Hunter had a hard time adjusting when he entered New York City’s American Sign Language and English Lower School, says Rose Werner, who was his preschool teacher for two years. When he came into the classroom, the other children asked questions like “Why is Hunter’s face fat?” or “What happened to his head?” But it wasn’t long before Hunter’s classmates grew quite fond of him, and he in turn “became comfortable with the school environment and was able to enter the classroom eagerly each morning…He was, and is well loved by his classmates and teachers alike.”

However, when Hunter began first grade this past fall, he started becoming furious when kids from other classes would stare at him in the hallways. He would confront them out of anger and sign the phrase, “I am ignoring you,” telling his parents that kids he didn’t know were “always looking at my face. Not nice!”

Dr. Laurence Pick is a Manhattan-based clinical neuropsychologist whose patients include children and other individuals with craniofacial malformations. He says these children run a greater risk of developing emotional issues based on their appearance, issues that sometimes manifest themselves in the form of anger, sadness, depression, irritability or oppositional behavior. And as these children enter adolescence and adulthood, they will more frequently experience life events that could exacerbate the already stressful experience of looking different.

“Just dealing with the social issues all teenagers deal with can lead to greater stress,” he says.

But Pick also points out that for many disfigured children, looking different never interferes with the ability to function and socialize. And with the support of their families, schools and communities, they often are able to deal with the psychological impact of disfigurement without needing therapy.

With the help of both therapy and support from his friends, teachers and family, Hunter was able to overcome his anger issues, and after his surgery in March, he couldn’t have been more excited to get back to school. His classmates couldn’t wait to see him either, Bianca says, and upon his return they asked about how he was feeling and what the surgery was like.

But more obstacles may lie ahead. Will Hunter’s friends stick by him as they get older and it’s not “cool” to be seen with the kid who has the weird-looking face? Will he find a girlfriend? Get married? Have children of his own? Will he ever face discrimination when applying for a job or be told he can’t do something because of the way he looks? Will people ever stop staring?

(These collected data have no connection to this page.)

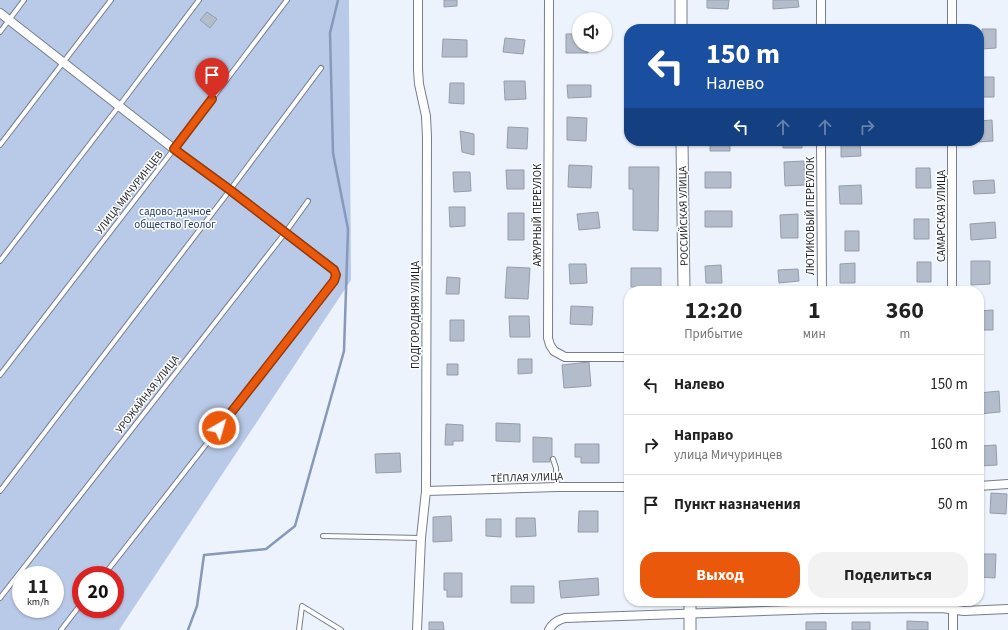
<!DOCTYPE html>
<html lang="ru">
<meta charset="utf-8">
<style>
body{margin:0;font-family:"Source Sans 3",sans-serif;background:#f2f2f2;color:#222;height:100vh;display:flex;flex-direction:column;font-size:15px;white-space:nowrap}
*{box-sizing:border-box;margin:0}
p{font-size:13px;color:#767676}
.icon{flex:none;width:22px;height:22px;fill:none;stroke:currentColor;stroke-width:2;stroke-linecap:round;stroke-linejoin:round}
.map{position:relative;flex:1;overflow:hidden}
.details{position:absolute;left:624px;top:286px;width:360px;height:320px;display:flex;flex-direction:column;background:#fff;border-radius:16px;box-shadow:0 1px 3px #0004}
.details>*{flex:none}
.banner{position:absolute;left:624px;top:24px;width:360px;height:122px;border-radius:16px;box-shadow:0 1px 3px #0004;background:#1a4fa0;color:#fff;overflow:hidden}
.buttons{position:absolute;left:572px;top:12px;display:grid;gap:8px}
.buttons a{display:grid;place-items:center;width:40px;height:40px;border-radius:50%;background:#fff;box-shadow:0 1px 3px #0004;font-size:20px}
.speed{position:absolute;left:12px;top:566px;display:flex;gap:8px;font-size:20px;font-weight:700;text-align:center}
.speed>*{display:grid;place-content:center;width:52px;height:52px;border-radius:50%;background:#fff;box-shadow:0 1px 3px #0004;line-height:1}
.speed small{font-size:10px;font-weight:400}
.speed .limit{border:6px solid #d22;background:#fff;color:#111}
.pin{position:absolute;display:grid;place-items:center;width:34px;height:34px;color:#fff;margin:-41px -17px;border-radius:50% 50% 50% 0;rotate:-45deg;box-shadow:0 0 4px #0007}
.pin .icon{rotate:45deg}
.me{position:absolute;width:44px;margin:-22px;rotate:38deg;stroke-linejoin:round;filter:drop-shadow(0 0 3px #0008)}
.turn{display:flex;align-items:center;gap:14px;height:84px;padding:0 16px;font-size:18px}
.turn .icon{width:52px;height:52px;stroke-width:2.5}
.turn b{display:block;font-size:28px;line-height:34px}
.lanes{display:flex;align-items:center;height:38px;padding:0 16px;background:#0003;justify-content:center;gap:20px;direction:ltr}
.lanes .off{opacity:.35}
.eta{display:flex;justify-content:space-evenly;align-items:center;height:68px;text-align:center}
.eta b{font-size:24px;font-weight:700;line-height:28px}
.action{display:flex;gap:8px;margin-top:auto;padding:8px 16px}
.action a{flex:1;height:46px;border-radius:16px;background:#ea580c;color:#fff;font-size:16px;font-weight:700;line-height:46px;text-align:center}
.action a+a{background:#f2f2f2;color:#222}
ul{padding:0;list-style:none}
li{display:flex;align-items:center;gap:12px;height:60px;padding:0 16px;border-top:1px solid #e0e0e0}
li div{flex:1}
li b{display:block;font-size:15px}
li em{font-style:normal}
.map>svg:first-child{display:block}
.green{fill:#b9cae8;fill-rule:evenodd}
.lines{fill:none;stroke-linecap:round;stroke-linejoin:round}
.stream{stroke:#8699bb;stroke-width:2.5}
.building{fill:#b3bcca;stroke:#959dab}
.service-casing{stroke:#767e8b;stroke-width:6}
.minor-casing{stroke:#767e8b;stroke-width:10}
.tertiary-casing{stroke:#767e8b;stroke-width:13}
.service{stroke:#fff;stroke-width:4}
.minor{stroke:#fff;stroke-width:8}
.tertiary{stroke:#fff;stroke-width:11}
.route-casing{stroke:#983908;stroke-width:10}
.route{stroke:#ea580c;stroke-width:7}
.labels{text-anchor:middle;stroke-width:3;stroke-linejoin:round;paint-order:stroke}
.street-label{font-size:11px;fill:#1f2228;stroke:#fff}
.park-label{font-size:11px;fill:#233c6a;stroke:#fff}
</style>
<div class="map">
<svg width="1008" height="630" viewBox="0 0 1008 630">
<rect width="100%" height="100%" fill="#edf3fc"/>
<path class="green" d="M0 0H349L351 280 119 630H0ZM21 575H55V609H21ZM81 575H115V609H81Z"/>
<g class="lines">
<path class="stream" d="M188 630 197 606 204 555 266 549 295 526 344 351 348 229 333 153 330 33 338 0"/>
</g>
<path class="building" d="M444 0H457V6L444 7Z
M707 0H729L728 9 707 8Z
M773 0H798L799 7 773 9Z
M207 12 217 19 210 28 200 20Z
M982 29H996V48L982 49Z
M566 34H579V45H588V53H566Z
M505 38 525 40 523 54 503 52Z
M443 39 467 40V57H442Z
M980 77H994V97H980Z
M504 81H525L526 99 505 100Z
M450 83H464V104L449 103Z
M567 85H591V97L568 98Z
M567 117 587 118 586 141 567 140Z
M992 120 993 141 979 142V121Z
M508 127 528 128 527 149 507 148Z
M460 131 474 134V155L462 152Z
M710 141H730V151H710Z
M783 141H802V148H783Z
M860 141 861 156 841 157V142Z
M804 161 805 185 785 186 784 162Z
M569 165 592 166 591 188 568 187Z
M629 167H659L658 231 633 230V189H629Z
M916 168H930L931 188H916Z
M506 170H524V189H507Z
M453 172H470L471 191 454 192Z
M705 172H731V188H705Z
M994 180 995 193 974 194 973 181Z
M861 185 862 204H840L839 186Z
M449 207H465V226L450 227Z
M705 211H732V227H705Z
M598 212 600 228 579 230 577 214Z
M508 213H524V240H508Z
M798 214V238H781L780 215Z
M914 219H929V239H914Z
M995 222 996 238 971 240 970 224Z
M845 231H859V251H845Z
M971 261H990V284L971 285Z
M917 262H931V282H917Z
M855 263V283H840V264Z
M569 264H586L587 283 570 284Z
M721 265 722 283H706L705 266Z
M507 267 530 268 528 299 505 298Z
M631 268H661V288L631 287Z
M798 269 799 281 779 283 778 270Z
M447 277 460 278 459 294H446Z
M571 306 593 307 592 325 570 324Z
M993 310V330H979V311Z
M509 316H529L530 337H510Z
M450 320H464V341H450Z
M518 359H532V373L518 374Z
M589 362 591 386 564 388 562 365Z
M447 364H458V375H447Z
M999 391 1000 412 979 414V393Z
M496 423 520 424V442L496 441Z
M446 424 463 425V441H453V445H445Z
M533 437 552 438V456L550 458V462H533Z
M575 444H599V463H581V457H575Z
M996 445 997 465 979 466V446Z
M400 453 401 472 376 473 375 454Z
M991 493 1007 494 1006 514 990 513Z
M579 511H598V532H578Z
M451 516 452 541 433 542V517Z
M516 518H535L536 536 516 537Z
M486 519H501V537L486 536Z
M979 554H996L995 578 979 577Z
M444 573H462V597H447V590H444Z
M598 578 599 595 561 598 559 581Z
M511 586H534V603H511Z
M907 621 928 622V630H907Z
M429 622H443L444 630H429Z
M806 622H826V630H806Z
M852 622H870V630H852Z"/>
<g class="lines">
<defs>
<path id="service" d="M0 32 24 0
M0 145 111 0
M0 261 119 106 199 0
M0 375 174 149 287 0
M553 459 556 468 557 487
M0 491 230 190 321 68
M323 536 421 538
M104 575 334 281 336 275 334 270
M0 598 285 233 308 201
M61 630 81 604
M299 630 302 606 341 630"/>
<path id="minor" d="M549 0 548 338 550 345 554 351 565 357H629
M821 0V29
M952 0V29
M0 13 174 149 230 190 334 270
M821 141 822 291
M952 141V291
M979 486 1008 484
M426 491 558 487H629
M953 601V630
M417 630 421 538 426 491 427 137 426 116 419 84 418 70V0
M549 630C552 623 558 620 565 618L822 609 942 608 964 611 1008 609"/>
<path id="tertiary" d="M681 0V29
M682 141 684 291
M690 601V630"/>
</defs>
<use href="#service" class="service-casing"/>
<use href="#minor" class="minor-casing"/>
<use href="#tertiary" class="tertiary-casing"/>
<use href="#service" class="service"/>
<use href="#minor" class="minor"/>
<use href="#tertiary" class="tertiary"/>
</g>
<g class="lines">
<defs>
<path id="route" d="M212 99 174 149 230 190 334 270 336 275 334 281 219 428"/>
</defs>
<use href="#route" class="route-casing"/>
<use href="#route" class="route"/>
</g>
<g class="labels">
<g class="street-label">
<text transform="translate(129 192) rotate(-52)" y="4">УЛИЦА МИЧУРИНЦЕВ</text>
<text transform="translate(537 215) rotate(-90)" y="4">АЖУРНЫЙ ПЕРЕУЛОК</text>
<text transform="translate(683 216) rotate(-91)" y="4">РОССИЙСКАЯ УЛИЦА</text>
<text transform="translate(810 216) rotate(-90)" y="4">ЛЮТИКОВЫЙ ПЕРЕУЛОК</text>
<text transform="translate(941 216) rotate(-90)" y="4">САМАРСКАЯ УЛИЦА</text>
<text transform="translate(415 315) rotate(-90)" y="4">ПОДГОРОДНЯЯ УЛИЦА</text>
<text transform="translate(147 394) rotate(-52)" y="4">УРОЖАЙНАЯ УЛИЦА</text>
<text transform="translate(527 477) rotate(-2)" y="4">ТЁПЛАЯ УЛИЦА</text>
</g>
<g class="park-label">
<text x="175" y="215">садово-дачное<tspan x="175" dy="13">общество Геолог</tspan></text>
</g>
</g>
</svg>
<div class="buttons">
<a><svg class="icon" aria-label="sound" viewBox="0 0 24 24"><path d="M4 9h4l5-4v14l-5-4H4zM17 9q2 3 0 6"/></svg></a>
</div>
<div class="speed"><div>11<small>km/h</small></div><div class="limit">20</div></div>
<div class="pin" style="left:212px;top:99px;background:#d93025"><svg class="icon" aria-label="arrive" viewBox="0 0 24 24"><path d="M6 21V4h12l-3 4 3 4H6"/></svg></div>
<svg class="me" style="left:219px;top:428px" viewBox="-20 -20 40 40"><circle r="17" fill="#ea580c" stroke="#fff" stroke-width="3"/><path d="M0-11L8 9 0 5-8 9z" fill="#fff"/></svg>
<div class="banner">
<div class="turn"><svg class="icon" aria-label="left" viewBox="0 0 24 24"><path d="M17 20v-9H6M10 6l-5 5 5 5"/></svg><div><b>150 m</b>Налево</div></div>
<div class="lanes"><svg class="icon" aria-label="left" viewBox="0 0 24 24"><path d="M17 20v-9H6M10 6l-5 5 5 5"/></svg><svg class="icon off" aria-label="ahead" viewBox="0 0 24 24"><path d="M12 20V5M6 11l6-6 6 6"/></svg><svg class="icon off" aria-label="ahead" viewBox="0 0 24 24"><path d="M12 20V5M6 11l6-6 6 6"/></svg><svg class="icon off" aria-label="right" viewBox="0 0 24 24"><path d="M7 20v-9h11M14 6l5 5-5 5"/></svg></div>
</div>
<section class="details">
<div class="eta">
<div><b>12:20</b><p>Прибытие</p></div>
<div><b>1</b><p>мин</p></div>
<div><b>360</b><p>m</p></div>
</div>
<ul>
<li><svg class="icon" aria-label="left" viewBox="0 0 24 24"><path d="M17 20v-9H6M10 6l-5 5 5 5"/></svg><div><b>Налево</b></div><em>150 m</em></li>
<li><svg class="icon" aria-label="right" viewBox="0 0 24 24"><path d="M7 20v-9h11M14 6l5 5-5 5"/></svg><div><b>Направо</b><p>улица Мичуринцев</p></div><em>160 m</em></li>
<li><svg class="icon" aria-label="arrive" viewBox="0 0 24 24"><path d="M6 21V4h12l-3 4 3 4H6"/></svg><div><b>Пункт назначения</b></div><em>50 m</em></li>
</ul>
<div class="action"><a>Выход</a><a>Поделиться</a></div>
</section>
</div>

The Cavanaughs do sometimes wonder what the future holds for Hunter. But for the most part, they say, they try to stay “in the here and now,” smiling as their son hangs from the monkey bars on the playground, draws endless pictures of superheroes that adorn his bedroom walls, battles an imaginary swarm of villains with his plastic toy sword, plays with his new remote-controlled truck, which he says is “cool, but too big,” finishes his homework so he can watch some of Batman Returns 10 minutes before bedtime, and, above all, continues to be what he always has been: a very happy, very well-loved and very lucky little boy.